## WORK TASK
Your task is to copy every line below that contains the word "Jalan".

────────────────────────────────────────

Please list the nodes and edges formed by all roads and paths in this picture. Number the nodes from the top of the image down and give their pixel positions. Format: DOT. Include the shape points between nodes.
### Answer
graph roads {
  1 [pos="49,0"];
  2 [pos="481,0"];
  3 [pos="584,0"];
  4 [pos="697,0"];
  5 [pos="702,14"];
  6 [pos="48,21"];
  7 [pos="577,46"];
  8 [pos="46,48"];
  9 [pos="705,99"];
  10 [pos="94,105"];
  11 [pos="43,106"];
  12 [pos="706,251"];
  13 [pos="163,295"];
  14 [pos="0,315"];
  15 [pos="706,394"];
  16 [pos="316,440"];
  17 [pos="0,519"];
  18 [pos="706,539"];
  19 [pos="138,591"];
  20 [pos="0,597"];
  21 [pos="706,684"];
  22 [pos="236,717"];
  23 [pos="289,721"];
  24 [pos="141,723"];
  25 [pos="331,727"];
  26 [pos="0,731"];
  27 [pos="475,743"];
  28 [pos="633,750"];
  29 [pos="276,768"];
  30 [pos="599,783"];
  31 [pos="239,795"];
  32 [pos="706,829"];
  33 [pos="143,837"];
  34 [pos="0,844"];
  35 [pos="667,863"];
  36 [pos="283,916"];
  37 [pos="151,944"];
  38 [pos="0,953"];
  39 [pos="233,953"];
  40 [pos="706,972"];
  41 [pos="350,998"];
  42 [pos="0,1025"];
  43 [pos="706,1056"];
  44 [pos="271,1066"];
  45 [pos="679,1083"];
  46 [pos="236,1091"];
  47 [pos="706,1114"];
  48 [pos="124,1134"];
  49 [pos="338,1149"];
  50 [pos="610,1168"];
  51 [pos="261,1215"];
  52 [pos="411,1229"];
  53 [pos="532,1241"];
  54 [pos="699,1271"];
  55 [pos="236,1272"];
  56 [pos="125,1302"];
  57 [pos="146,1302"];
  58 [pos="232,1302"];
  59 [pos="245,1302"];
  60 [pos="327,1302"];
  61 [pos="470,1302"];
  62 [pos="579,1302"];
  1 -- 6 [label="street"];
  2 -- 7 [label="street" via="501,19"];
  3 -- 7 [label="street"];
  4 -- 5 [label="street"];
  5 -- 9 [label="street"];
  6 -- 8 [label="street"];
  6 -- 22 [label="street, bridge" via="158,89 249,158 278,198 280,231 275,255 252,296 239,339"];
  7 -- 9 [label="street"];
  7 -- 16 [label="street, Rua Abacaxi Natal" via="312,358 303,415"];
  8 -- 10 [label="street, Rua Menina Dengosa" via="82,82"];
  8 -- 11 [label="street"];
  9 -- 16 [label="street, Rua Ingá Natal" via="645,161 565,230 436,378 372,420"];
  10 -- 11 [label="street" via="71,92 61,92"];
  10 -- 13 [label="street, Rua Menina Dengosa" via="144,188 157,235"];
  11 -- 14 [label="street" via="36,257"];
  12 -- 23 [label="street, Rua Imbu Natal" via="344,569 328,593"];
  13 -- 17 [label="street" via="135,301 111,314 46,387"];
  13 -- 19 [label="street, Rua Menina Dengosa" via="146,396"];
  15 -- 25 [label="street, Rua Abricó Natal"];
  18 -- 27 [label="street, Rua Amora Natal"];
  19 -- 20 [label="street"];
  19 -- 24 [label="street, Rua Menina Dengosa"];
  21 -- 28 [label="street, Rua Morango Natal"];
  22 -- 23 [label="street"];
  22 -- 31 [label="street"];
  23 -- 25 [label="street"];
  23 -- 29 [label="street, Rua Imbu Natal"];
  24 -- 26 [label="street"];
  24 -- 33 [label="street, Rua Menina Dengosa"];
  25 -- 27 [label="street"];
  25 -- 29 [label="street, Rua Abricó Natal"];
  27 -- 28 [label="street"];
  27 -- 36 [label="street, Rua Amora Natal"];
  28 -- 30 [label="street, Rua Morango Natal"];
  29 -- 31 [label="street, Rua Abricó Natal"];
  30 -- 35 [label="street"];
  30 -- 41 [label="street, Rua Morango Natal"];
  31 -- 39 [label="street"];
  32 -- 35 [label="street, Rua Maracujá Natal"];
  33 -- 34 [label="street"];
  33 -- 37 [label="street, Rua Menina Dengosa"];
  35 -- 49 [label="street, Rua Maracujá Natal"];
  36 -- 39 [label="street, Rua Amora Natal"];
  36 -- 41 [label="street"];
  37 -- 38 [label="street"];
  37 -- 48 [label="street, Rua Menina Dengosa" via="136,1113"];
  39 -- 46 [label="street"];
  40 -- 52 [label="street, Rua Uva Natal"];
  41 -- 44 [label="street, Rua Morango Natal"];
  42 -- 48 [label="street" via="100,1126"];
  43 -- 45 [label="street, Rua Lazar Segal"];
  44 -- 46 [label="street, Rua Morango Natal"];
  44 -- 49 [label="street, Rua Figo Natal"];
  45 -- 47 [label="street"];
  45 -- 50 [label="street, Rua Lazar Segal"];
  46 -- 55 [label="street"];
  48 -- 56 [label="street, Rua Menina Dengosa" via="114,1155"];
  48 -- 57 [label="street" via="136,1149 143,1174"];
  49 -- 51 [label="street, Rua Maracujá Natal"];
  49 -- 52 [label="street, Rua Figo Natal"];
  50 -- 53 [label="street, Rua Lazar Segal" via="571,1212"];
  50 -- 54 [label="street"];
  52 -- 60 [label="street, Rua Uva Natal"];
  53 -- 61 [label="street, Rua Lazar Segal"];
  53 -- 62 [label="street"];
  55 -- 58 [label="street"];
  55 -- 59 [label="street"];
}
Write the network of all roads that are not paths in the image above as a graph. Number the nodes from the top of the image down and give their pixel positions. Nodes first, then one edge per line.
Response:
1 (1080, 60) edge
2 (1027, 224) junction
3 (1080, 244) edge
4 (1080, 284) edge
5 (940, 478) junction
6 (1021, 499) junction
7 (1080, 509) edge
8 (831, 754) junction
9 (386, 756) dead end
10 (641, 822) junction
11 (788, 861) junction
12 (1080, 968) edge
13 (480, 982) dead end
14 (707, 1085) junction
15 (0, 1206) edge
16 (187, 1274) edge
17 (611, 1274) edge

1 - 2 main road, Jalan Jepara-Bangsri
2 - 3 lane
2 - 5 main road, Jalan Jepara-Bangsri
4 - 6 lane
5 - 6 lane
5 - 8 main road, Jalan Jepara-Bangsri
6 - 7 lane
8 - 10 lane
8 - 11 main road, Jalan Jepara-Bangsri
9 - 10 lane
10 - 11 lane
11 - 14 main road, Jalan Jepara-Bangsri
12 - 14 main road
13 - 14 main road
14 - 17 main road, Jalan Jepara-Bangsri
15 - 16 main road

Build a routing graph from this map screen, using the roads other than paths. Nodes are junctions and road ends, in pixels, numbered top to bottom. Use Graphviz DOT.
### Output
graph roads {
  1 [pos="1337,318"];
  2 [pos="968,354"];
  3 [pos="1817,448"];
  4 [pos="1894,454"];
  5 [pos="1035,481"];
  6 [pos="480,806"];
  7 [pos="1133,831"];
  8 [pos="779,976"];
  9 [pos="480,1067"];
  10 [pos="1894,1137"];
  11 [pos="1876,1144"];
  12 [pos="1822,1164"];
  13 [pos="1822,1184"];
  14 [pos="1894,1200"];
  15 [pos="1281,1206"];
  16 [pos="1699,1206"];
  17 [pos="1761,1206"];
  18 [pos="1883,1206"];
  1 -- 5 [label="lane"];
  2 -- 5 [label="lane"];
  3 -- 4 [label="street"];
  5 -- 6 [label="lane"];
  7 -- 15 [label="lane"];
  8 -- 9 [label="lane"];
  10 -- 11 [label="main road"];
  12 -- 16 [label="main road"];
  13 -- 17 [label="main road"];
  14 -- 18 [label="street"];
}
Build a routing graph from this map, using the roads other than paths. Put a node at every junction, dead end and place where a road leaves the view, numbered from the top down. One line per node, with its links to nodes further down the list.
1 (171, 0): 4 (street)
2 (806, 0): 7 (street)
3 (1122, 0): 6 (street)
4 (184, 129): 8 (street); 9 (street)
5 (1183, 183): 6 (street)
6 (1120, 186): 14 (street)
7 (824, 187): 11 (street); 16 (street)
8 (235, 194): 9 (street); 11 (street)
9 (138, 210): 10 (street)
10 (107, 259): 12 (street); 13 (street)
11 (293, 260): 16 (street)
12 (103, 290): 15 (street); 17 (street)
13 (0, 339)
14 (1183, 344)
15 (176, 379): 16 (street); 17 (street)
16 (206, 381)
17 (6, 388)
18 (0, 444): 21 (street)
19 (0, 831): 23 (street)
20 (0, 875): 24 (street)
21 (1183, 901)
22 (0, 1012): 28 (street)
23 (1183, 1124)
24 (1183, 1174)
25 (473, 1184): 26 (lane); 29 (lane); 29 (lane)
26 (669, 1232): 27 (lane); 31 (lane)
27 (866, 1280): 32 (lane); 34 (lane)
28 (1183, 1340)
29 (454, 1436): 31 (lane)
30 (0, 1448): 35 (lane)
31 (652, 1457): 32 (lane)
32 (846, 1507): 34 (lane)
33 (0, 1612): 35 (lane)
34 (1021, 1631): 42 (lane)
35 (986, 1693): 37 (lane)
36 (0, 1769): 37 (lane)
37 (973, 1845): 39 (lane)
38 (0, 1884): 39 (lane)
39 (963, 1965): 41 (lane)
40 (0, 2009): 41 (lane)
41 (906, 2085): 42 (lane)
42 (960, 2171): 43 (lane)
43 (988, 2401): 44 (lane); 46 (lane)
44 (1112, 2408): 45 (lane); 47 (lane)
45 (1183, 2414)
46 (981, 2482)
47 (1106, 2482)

────────────────────────────────────────

## WRITTEN REPLY
1 - 2 main road, Jalan Jepara-Bangsri
2 - 5 main road, Jalan Jepara-Bangsri
5 - 8 main road, Jalan Jepara-Bangsri
8 - 11 main road, Jalan Jepara-Bangsri
11 - 14 main road, Jalan Jepara-Bangsri
14 - 17 main road, Jalan Jepara-Bangsri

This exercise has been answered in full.